=== PROVIDED MATERIAL ===
**********
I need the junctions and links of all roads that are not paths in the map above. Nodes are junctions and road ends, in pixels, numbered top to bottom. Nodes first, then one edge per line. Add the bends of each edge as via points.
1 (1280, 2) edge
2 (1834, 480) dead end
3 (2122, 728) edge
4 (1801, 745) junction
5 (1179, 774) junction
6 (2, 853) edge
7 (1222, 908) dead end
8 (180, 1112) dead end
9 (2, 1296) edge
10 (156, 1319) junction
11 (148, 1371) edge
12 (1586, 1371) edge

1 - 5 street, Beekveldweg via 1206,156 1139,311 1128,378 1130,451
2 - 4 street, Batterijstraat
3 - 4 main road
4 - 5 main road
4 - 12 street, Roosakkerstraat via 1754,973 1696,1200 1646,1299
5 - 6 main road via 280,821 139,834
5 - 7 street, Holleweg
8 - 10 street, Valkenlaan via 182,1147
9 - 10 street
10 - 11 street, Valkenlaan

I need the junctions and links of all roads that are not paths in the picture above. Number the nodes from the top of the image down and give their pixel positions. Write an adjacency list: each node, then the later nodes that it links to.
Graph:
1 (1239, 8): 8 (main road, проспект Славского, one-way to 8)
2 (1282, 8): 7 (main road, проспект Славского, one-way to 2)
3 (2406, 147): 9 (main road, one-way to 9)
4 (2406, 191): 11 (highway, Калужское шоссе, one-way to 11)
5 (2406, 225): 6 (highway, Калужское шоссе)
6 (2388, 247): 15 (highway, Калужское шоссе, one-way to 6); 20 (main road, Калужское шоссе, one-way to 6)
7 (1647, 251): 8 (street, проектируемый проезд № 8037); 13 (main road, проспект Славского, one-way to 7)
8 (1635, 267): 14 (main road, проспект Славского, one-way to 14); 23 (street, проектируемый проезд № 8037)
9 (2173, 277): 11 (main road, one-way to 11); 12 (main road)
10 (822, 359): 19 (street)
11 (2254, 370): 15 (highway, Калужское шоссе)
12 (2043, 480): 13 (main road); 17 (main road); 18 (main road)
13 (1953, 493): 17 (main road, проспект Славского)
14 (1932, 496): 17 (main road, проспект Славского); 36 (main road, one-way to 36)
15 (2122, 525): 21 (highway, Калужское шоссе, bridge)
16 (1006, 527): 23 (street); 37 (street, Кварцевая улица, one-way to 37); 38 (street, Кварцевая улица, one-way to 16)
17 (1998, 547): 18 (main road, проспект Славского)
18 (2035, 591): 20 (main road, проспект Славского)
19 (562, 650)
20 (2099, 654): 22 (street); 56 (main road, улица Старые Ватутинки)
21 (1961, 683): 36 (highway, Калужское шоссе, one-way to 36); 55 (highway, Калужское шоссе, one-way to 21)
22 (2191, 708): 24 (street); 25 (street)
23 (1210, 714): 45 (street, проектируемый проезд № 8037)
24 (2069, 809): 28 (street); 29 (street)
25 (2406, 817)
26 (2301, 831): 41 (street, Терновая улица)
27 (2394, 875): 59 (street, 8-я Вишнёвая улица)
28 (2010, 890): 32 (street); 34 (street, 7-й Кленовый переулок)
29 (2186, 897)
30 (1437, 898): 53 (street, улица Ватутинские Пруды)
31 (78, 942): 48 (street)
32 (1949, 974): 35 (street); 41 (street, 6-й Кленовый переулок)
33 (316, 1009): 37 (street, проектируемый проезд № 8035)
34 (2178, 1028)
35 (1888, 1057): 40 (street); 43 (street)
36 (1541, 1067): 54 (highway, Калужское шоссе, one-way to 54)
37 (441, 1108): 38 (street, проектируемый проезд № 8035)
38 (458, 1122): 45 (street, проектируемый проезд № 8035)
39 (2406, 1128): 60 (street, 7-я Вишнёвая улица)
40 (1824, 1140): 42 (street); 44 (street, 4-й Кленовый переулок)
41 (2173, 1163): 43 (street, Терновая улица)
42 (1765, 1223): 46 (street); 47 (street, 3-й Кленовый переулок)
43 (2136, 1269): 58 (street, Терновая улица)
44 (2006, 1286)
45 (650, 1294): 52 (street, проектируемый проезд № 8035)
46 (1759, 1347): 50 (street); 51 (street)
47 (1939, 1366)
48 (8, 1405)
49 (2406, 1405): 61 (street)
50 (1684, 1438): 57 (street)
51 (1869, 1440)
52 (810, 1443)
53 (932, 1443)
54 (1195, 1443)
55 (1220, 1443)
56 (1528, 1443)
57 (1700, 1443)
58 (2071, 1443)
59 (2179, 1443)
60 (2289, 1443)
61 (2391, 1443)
**********
=== EXERCISE ===
Retype every line of the material above without altering anything.

=== REPLY TO THE TASK ===
I need the junctions and links of all roads that are not paths in the map above. Nodes are junctions and road ends, in pixels, numbered top to bottom. Nodes first, then one edge per line. Add the bends of each edge as via points.
1 (1280, 2) edge
2 (1834, 480) dead end
3 (2122, 728) edge
4 (1801, 745) junction
5 (1179, 774) junction
6 (2, 853) edge
7 (1222, 908) dead end
8 (180, 1112) dead end
9 (2, 1296) edge
10 (156, 1319) junction
11 (148, 1371) edge
12 (1586, 1371) edge

1 - 5 street, Beekveldweg via 1206,156 1139,311 1128,378 1130,451
2 - 4 street, Batterijstraat
3 - 4 main road
4 - 5 main road
4 - 12 street, Roosakkerstraat via 1754,973 1696,1200 1646,1299
5 - 6 main road via 280,821 139,834
5 - 7 street, Holleweg
8 - 10 street, Valkenlaan via 182,1147
9 - 10 street
10 - 11 street, Valkenlaan

I need the junctions and links of all roads that are not paths in the picture above. Number the nodes from the top of the image down and give their pixel positions. Write an adjacency list: each node, then the later nodes that it links to.
Graph:
1 (1239, 8): 8 (main road, проспект Славского, one-way to 8)
2 (1282, 8): 7 (main road, проспект Славского, one-way to 2)
3 (2406, 147): 9 (main road, one-way to 9)
4 (2406, 191): 11 (highway, Калужское шоссе, one-way to 11)
5 (2406, 225): 6 (highway, Калужское шоссе)
6 (2388, 247): 15 (highway, Калужское шоссе, one-way to 6); 20 (main road, Калужское шоссе, one-way to 6)
7 (1647, 251): 8 (street, проектируемый проезд № 8037); 13 (main road, проспект Славского, one-way to 7)
8 (1635, 267): 14 (main road, проспект Славского, one-way to 14); 23 (street, проектируемый проезд № 8037)
9 (2173, 277): 11 (main road, one-way to 11); 12 (main road)
10 (822, 359): 19 (street)
11 (2254, 370): 15 (highway, Калужское шоссе)
12 (2043, 480): 13 (main road); 17 (main road); 18 (main road)
13 (1953, 493): 17 (main road, проспект Славского)
14 (1932, 496): 17 (main road, проспект Славского); 36 (main road, one-way to 36)
15 (2122, 525): 21 (highway, Калужское шоссе, bridge)
16 (1006, 527): 23 (street); 37 (street, Кварцевая улица, one-way to 37); 38 (street, Кварцевая улица, one-way to 16)
17 (1998, 547): 18 (main road, проспект Славского)
18 (2035, 591): 20 (main road, проспект Славского)
19 (562, 650)
20 (2099, 654): 22 (street); 56 (main road, улица Старые Ватутинки)
21 (1961, 683): 36 (highway, Калужское шоссе, one-way to 36); 55 (highway, Калужское шоссе, one-way to 21)
22 (2191, 708): 24 (street); 25 (street)
23 (1210, 714): 45 (street, проектируемый проезд № 8037)
24 (2069, 809): 28 (street); 29 (street)
25 (2406, 817)
26 (2301, 831): 41 (street, Терновая улица)
27 (2394, 875): 59 (street, 8-я Вишнёвая улица)
28 (2010, 890): 32 (street); 34 (street, 7-й Кленовый переулок)
29 (2186, 897)
30 (1437, 898): 53 (street, улица Ватутинские Пруды)
31 (78, 942): 48 (street)
32 (1949, 974): 35 (street); 41 (street, 6-й Кленовый переулок)
33 (316, 1009): 37 (street, проектируемый проезд № 8035)
34 (2178, 1028)
35 (1888, 1057): 40 (street); 43 (street)
36 (1541, 1067): 54 (highway, Калужское шоссе, one-way to 54)
37 (441, 1108): 38 (street, проектируемый проезд № 8035)
38 (458, 1122): 45 (street, проектируемый проезд № 8035)
39 (2406, 1128): 60 (street, 7-я Вишнёвая улица)
40 (1824, 1140): 42 (street); 44 (street, 4-й Кленовый переулок)
41 (2173, 1163): 43 (street, Терновая улица)
42 (1765, 1223): 46 (street); 47 (street, 3-й Кленовый переулок)
43 (2136, 1269): 58 (street, Терновая улица)
44 (2006, 1286)
45 (650, 1294): 52 (street, проектируемый проезд № 8035)
46 (1759, 1347): 50 (street); 51 (street)
47 (1939, 1366)
48 (8, 1405)
49 (2406, 1405): 61 (street)
50 (1684, 1438): 57 (street)
51 (1869, 1440)
52 (810, 1443)
53 (932, 1443)
54 (1195, 1443)
55 (1220, 1443)
56 (1528, 1443)
57 (1700, 1443)
58 (2071, 1443)
59 (2179, 1443)
60 (2289, 1443)
61 (2391, 1443)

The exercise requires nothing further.